* The data:

------------------------------------------------

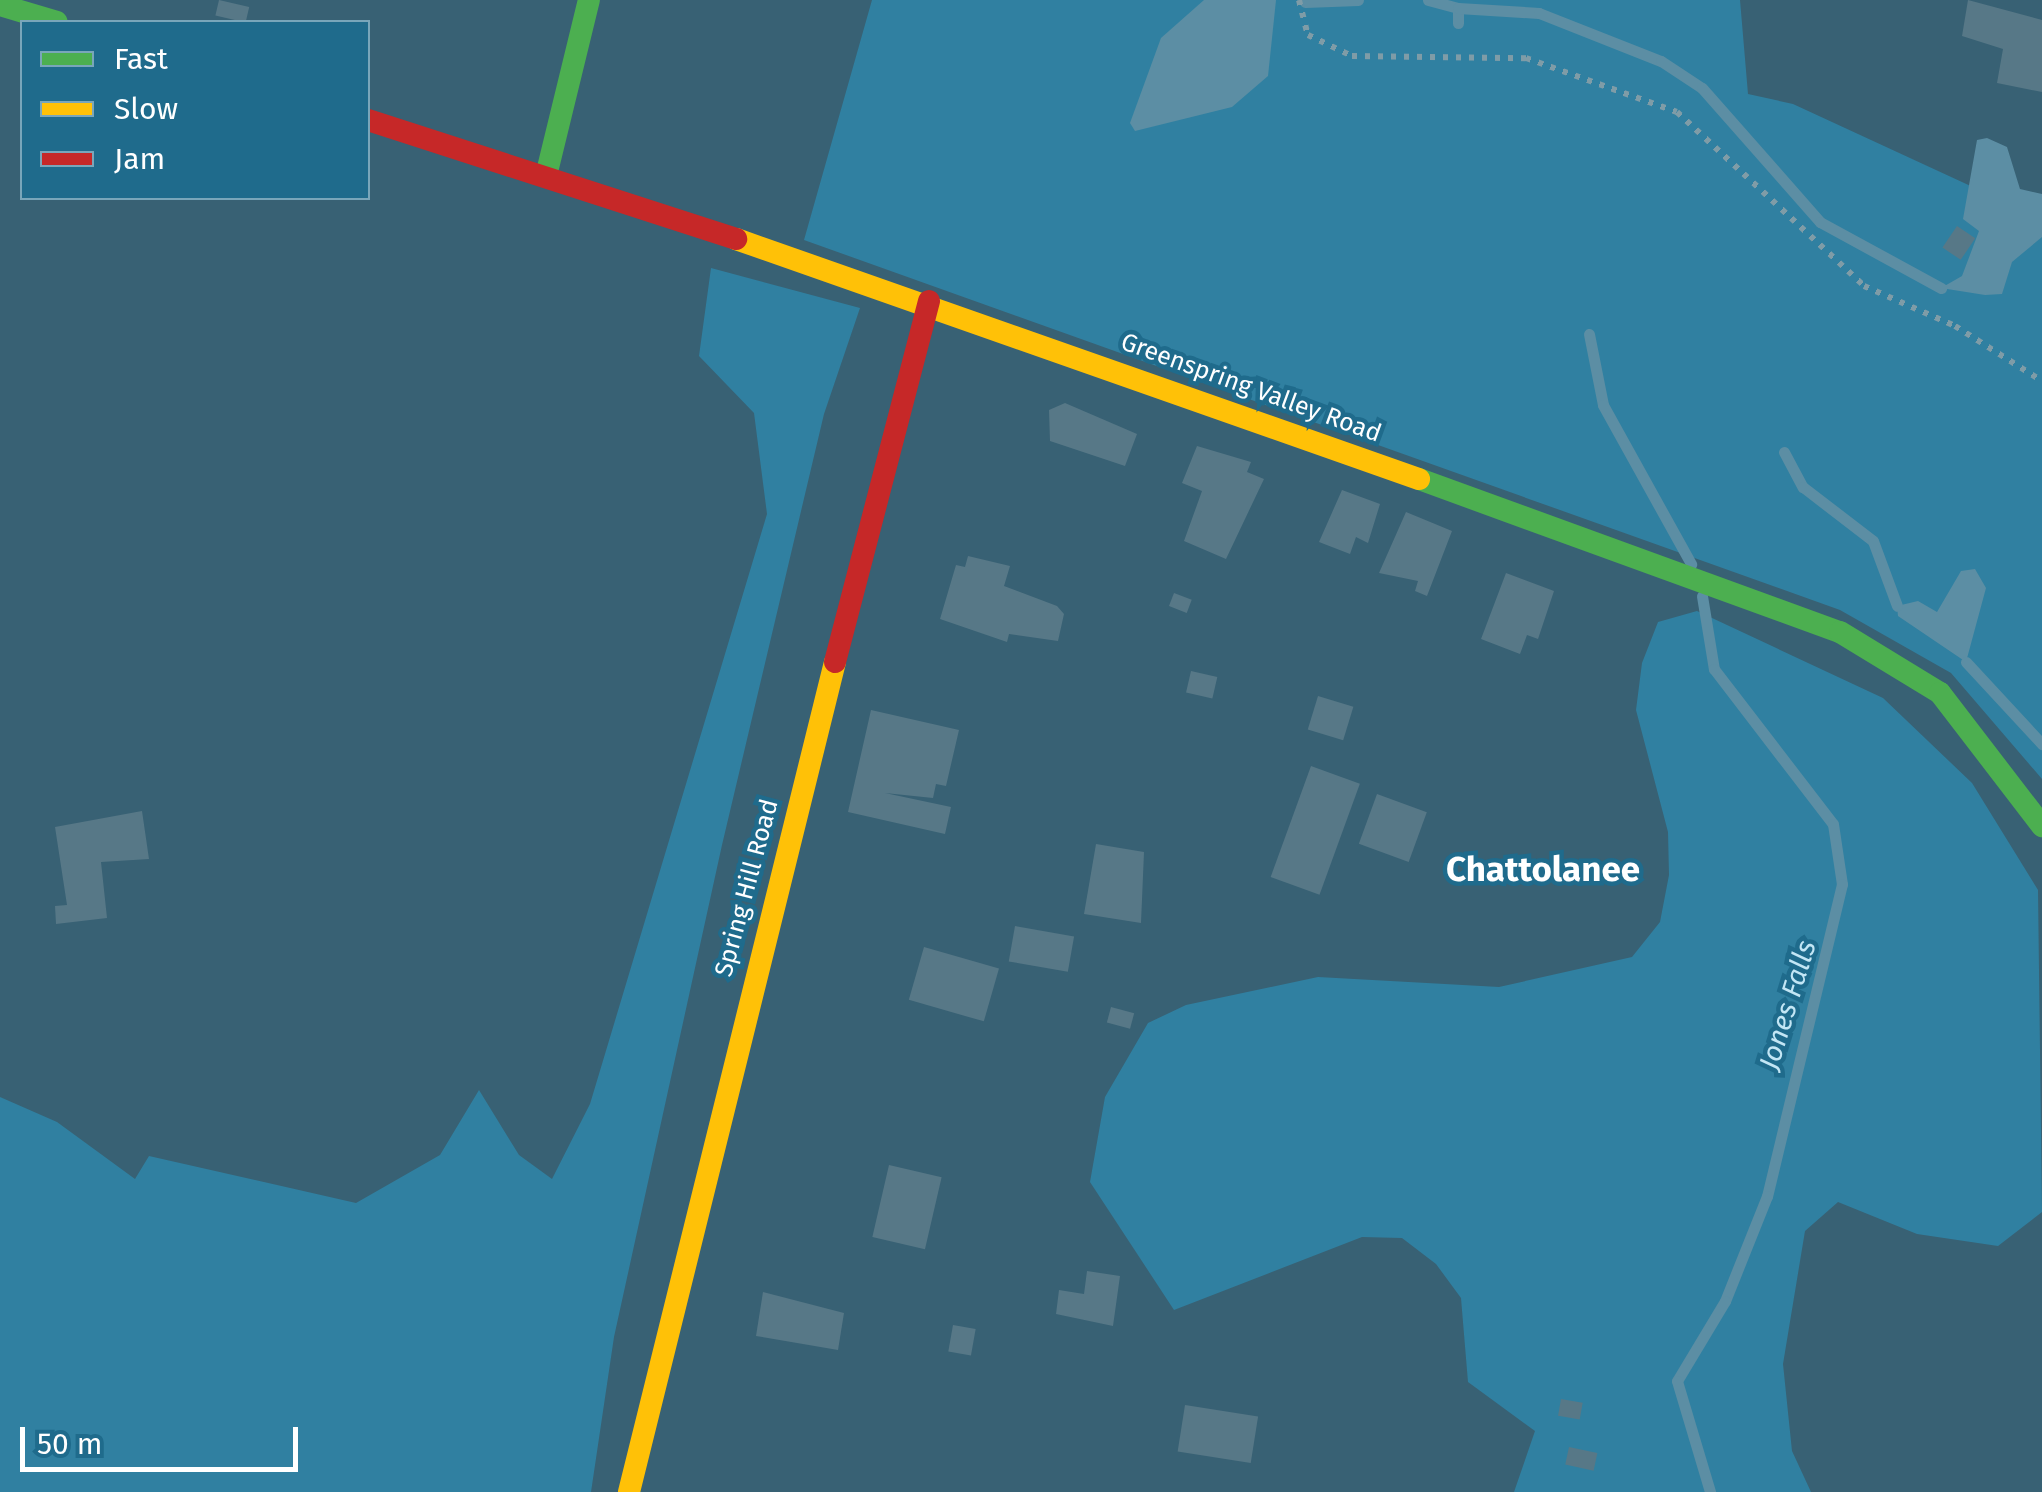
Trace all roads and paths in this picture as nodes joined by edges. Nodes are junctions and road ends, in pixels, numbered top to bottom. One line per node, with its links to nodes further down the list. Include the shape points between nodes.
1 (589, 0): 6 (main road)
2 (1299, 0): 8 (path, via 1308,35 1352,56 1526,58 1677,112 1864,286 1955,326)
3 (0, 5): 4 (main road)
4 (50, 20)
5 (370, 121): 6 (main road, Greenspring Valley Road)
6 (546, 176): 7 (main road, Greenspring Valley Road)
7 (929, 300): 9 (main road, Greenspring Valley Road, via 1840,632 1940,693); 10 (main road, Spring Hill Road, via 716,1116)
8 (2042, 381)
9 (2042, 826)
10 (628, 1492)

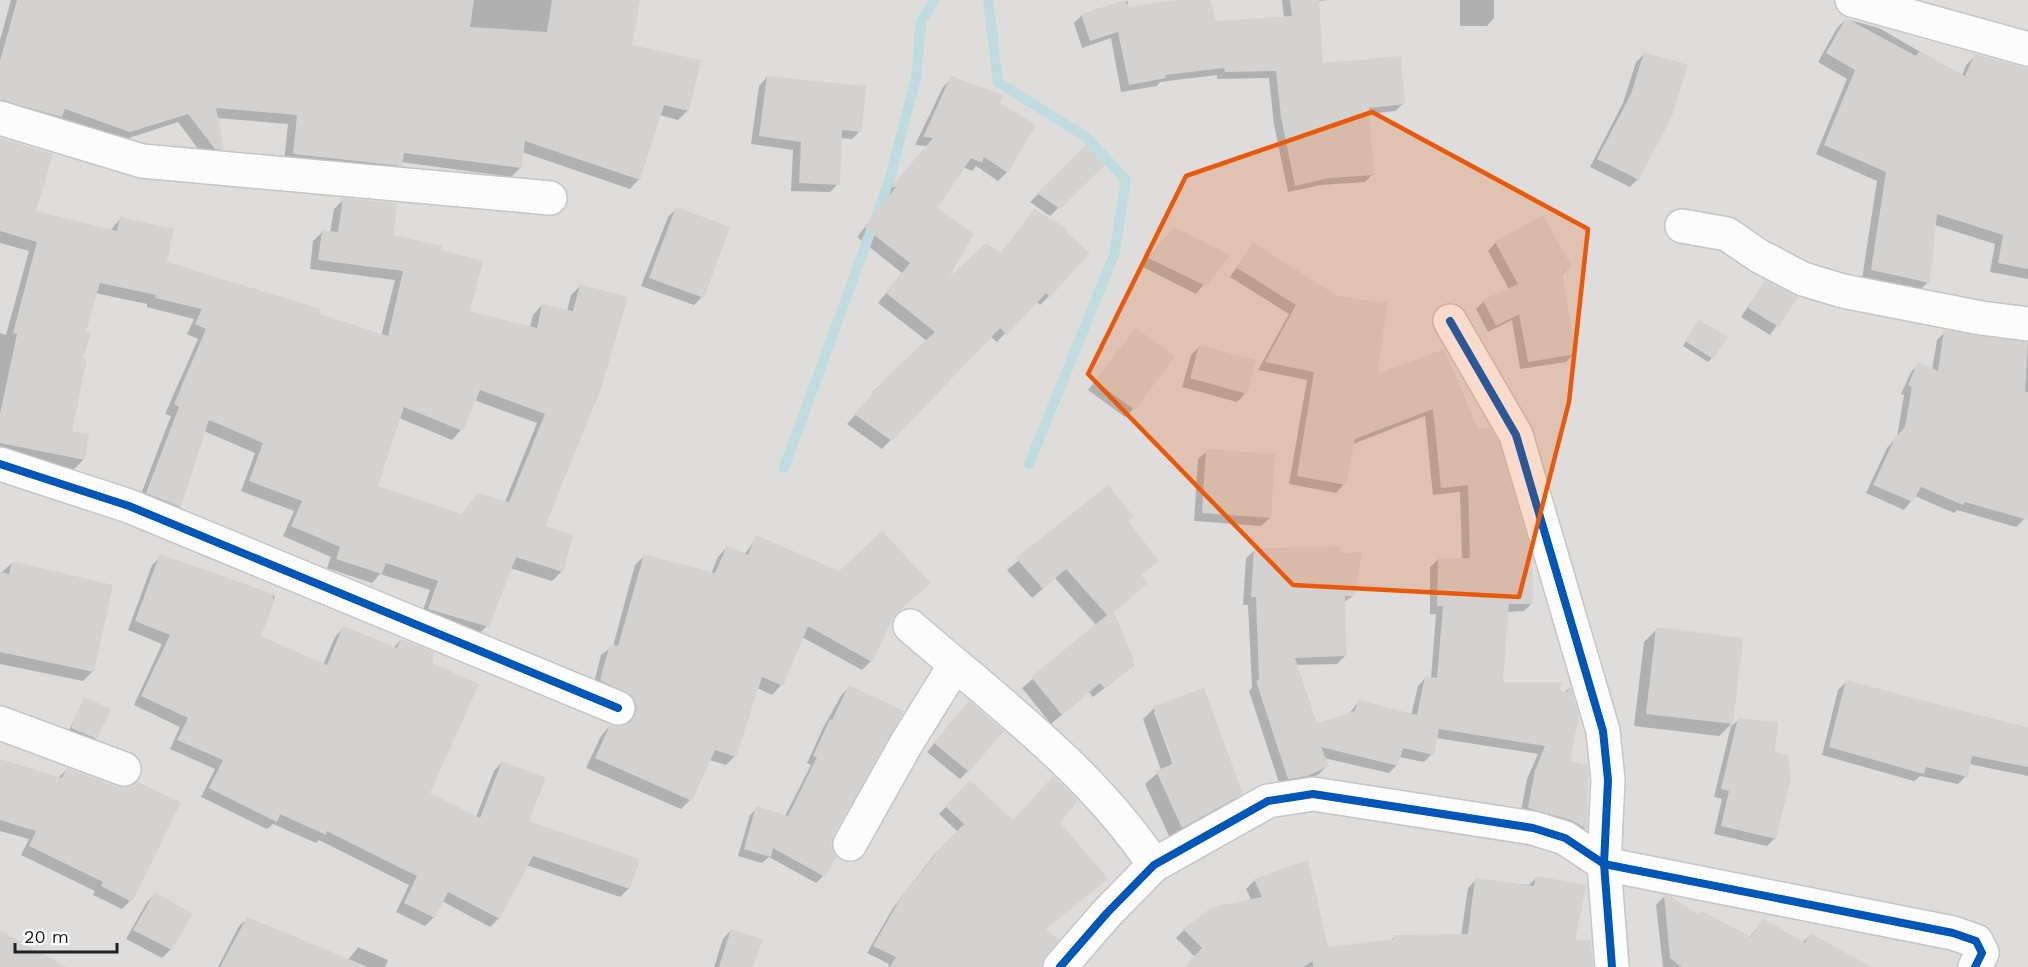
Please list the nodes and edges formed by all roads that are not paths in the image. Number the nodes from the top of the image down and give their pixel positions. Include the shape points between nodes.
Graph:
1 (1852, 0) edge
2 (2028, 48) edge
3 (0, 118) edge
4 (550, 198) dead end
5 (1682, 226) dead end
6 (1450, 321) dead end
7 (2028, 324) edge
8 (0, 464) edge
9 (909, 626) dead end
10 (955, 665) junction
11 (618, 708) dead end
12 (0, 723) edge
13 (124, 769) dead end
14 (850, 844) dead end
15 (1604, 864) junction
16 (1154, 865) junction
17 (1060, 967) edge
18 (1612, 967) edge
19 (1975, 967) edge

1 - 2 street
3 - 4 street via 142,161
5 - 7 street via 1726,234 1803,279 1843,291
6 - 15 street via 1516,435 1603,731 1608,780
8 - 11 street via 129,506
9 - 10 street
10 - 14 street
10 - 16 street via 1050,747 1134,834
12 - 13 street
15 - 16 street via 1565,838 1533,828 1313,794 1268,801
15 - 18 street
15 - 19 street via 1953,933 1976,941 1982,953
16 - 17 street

------------------------------------------------

* Action item:
Taking the line that contains "Please list the" as the first and the last line of the material as the final one, transcribe that span exactly and include nothing else.

* Result of the exercise:
Please list the nodes and edges formed by all roads that are not paths in the image. Number the nodes from the top of the image down and give their pixel positions. Include the shape points between nodes.
Graph:
1 (1852, 0) edge
2 (2028, 48) edge
3 (0, 118) edge
4 (550, 198) dead end
5 (1682, 226) dead end
6 (1450, 321) dead end
7 (2028, 324) edge
8 (0, 464) edge
9 (909, 626) dead end
10 (955, 665) junction
11 (618, 708) dead end
12 (0, 723) edge
13 (124, 769) dead end
14 (850, 844) dead end
15 (1604, 864) junction
16 (1154, 865) junction
17 (1060, 967) edge
18 (1612, 967) edge
19 (1975, 967) edge

1 - 2 street
3 - 4 street via 142,161
5 - 7 street via 1726,234 1803,279 1843,291
6 - 15 street via 1516,435 1603,731 1608,780
8 - 11 street via 129,506
9 - 10 street
10 - 14 street
10 - 16 street via 1050,747 1134,834
12 - 13 street
15 - 16 street via 1565,838 1533,828 1313,794 1268,801
15 - 18 street
15 - 19 street via 1953,933 1976,941 1982,953
16 - 17 street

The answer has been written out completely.